Le vinyle de White est… blanc immaculé avec un rond central turquoise et vert de l'autre coté. La raison du sous-titre Made in France reste un mystère. C'est à la Chicago recording company, par Ian Burgess, bien avant son installation dans la campagne angevine (un signe prémonitoire ?), que cet album est réalisé. Rifle Sport confirme sa tendance vers un son plus dure, grandement facilité par l'idéale paire rythmique Trainer et Flour. Dès le morceau d'ouverture, le saignant Green Cans, Todd Trainer montre qu'il est déjà une machine à taper et avec son compère Flour, donne le ton d'un Rifle Sport plus mordant et actuel. Comme Boissy a épuré son jeu (excepté sur deux, trois titres comme Mad World), Rifle Sport gagne en impact. La comparaison avec Mission of Burma est plus que jamais d'actualité. Compos nerveuses, mélodiques juste ce qu'il faut et plus rentre-dedans pour un album de belle tenue, encore inégale mais révélant de très bons titres comme Green Cans donc, Experience The Pain, Certain Situations et l'amusant King of Trash. White se révélera le meilleur album de Rifle Sport, surtout quand la section rythmique prend les devants. D'ailleurs, signe d'une certaine dichotomie au sein du groupe, Trainer et Pete Conway alias Flour jouent également à la même époque au sein de Breaking Circus avec Steve Bjorklund (qui avait produit avec Brian Paulson le 7'' Plan 39), la paire rythmique pouvant libérer un peu plus les chevaux dans ce projet encore plus précurseur de ce qu'allait devenir le noise-rock.
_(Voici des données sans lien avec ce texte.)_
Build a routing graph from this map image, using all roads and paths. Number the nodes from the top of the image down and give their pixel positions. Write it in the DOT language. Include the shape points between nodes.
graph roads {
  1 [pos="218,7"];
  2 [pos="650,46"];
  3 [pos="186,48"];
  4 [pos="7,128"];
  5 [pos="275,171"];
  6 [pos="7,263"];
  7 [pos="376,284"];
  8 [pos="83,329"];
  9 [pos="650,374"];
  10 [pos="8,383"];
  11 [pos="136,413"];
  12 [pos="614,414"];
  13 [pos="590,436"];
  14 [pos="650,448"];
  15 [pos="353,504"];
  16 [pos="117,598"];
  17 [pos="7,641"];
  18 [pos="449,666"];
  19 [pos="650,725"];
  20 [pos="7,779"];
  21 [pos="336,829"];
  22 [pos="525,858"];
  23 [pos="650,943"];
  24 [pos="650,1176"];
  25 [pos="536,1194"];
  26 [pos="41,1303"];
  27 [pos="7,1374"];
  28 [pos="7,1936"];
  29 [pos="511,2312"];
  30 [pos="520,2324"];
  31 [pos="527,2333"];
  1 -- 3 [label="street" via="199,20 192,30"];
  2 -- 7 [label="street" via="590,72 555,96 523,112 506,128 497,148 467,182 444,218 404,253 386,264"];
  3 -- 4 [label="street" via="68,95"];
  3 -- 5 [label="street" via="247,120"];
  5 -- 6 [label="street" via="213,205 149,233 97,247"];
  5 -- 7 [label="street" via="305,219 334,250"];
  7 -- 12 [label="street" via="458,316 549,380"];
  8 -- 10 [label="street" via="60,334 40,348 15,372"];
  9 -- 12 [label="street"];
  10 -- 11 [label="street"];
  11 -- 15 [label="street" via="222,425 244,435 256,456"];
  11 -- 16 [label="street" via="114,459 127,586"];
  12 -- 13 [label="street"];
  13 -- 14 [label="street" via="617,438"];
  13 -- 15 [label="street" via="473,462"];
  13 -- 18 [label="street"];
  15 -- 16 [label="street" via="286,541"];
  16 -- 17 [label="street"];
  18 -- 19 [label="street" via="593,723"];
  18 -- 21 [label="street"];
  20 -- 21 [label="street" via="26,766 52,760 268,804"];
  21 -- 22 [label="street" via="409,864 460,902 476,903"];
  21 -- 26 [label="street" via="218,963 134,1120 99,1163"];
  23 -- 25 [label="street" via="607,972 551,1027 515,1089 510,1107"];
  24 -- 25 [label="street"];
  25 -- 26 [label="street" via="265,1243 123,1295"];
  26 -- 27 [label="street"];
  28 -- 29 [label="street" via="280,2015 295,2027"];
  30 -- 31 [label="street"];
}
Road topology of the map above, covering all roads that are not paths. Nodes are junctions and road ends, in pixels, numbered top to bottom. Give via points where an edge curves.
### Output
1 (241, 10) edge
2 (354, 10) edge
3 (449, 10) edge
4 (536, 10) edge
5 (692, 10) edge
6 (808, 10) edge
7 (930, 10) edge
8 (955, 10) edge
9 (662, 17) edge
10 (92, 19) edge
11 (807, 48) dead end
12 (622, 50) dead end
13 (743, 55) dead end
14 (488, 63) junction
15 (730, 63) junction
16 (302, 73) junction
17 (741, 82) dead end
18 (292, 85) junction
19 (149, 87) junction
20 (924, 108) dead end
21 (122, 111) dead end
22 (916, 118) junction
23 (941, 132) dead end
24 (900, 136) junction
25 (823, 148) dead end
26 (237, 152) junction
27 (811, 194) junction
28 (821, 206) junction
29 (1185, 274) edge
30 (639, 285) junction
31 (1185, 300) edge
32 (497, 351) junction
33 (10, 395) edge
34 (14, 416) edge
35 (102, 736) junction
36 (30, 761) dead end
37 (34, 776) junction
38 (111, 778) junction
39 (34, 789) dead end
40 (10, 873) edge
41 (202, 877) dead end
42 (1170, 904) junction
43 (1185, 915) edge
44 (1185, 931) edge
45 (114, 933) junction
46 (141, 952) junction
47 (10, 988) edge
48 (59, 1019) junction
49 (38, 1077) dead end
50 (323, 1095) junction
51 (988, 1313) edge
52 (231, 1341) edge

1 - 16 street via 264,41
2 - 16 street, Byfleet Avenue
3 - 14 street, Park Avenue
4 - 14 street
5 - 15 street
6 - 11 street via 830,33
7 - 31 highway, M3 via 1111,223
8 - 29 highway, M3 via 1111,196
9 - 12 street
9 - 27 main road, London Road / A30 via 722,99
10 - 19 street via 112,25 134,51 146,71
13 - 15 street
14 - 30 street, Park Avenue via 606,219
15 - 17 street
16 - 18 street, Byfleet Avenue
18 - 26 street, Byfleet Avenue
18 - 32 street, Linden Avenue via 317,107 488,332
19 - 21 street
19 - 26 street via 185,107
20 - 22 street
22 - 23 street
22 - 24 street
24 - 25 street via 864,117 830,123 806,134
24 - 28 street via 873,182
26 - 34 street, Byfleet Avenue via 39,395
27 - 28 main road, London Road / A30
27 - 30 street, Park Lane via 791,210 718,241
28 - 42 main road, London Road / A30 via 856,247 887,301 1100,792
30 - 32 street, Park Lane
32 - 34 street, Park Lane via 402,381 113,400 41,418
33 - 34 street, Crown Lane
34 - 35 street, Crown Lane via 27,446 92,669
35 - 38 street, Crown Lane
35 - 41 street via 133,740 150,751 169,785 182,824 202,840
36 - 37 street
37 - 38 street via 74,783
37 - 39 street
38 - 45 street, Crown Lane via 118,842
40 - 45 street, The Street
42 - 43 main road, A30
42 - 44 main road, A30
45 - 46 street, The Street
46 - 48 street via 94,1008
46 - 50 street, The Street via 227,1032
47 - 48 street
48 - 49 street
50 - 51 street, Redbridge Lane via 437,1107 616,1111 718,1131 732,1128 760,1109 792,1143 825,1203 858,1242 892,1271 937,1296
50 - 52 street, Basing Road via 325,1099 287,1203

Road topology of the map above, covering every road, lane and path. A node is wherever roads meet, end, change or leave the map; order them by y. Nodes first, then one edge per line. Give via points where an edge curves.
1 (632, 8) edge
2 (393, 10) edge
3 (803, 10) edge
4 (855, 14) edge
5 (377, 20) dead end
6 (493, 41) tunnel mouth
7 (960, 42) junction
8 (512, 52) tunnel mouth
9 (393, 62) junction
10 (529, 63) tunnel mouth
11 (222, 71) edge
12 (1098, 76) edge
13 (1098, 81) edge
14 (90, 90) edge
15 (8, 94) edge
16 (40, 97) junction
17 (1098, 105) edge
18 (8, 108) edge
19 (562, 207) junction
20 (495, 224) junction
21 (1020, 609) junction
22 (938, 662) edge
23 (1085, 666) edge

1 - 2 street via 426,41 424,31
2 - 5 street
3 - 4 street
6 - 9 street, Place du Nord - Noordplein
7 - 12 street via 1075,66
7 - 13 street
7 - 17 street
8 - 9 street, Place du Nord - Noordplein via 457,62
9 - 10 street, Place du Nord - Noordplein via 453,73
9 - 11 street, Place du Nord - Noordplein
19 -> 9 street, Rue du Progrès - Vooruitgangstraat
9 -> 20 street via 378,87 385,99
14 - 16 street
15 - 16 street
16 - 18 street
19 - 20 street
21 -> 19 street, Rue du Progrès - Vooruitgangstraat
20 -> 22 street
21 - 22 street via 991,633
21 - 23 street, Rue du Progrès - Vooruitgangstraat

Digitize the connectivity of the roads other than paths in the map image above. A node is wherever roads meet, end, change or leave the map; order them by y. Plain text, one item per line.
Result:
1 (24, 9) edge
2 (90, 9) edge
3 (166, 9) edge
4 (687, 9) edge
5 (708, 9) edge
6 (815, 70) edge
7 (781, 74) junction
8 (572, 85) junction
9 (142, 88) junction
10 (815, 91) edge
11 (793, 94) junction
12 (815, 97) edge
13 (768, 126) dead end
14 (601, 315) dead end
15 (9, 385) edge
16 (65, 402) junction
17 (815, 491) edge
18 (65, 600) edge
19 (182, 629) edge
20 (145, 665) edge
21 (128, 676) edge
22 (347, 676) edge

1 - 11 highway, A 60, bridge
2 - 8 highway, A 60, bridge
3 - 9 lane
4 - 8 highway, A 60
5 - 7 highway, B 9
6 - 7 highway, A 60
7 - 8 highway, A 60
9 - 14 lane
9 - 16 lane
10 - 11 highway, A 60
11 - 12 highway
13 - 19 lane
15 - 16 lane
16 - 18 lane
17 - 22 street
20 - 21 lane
La réputation scénique de Rifle Sport étant très bonne, on va pouvoir juger sur pièce avec l'album Live at the Entry, Dead at the Exit (Ruthless 1989). Mais comme personnellement, j'ai toujours eu un problème avec les albums live, celui-ci n'échappe pas à la règle. Rien de telle que la chaleur d'une salle et la douce transpiration de corps collés à vous pour voir ce que vaut un groupe. Mais à moins de se transposer 25 ans en arrière, il faudra se contenter de ce live.
La Entry side a été enregistrée à Minneapolis au Seventh Street Entry le 9 décembre 1988. La Exit side à Chicago le 18 décembre 1988 at The Exit (avec sur la photo de la pochette verso des cordes de pendus accrochées à des câbles, ça avait l'air sympa la déco chez The Exit). L'album White squatte une bonne moitié des treize titres, plus deux de Voice of Reason, deux autres de Primo, le troisième album à venir, une compo (Head in a Vice) qui n'apparaît sur aucun disque du groupe et une reprise très dispensable de Marseilles, morceau de The Angels, obscur groupe australien pendant lequel Boissy montre toute sa dextérité à la guitare… Pour le reste, rien à dire de spécial. Les versions live sont fidèles aux originaux, exécutées de main de maitre, Todd Trainer s'amuse et tape comme un jeune chien fou mais on ne peut pas dire que ce live apporte de l'eau au moulin de Rifle Sport.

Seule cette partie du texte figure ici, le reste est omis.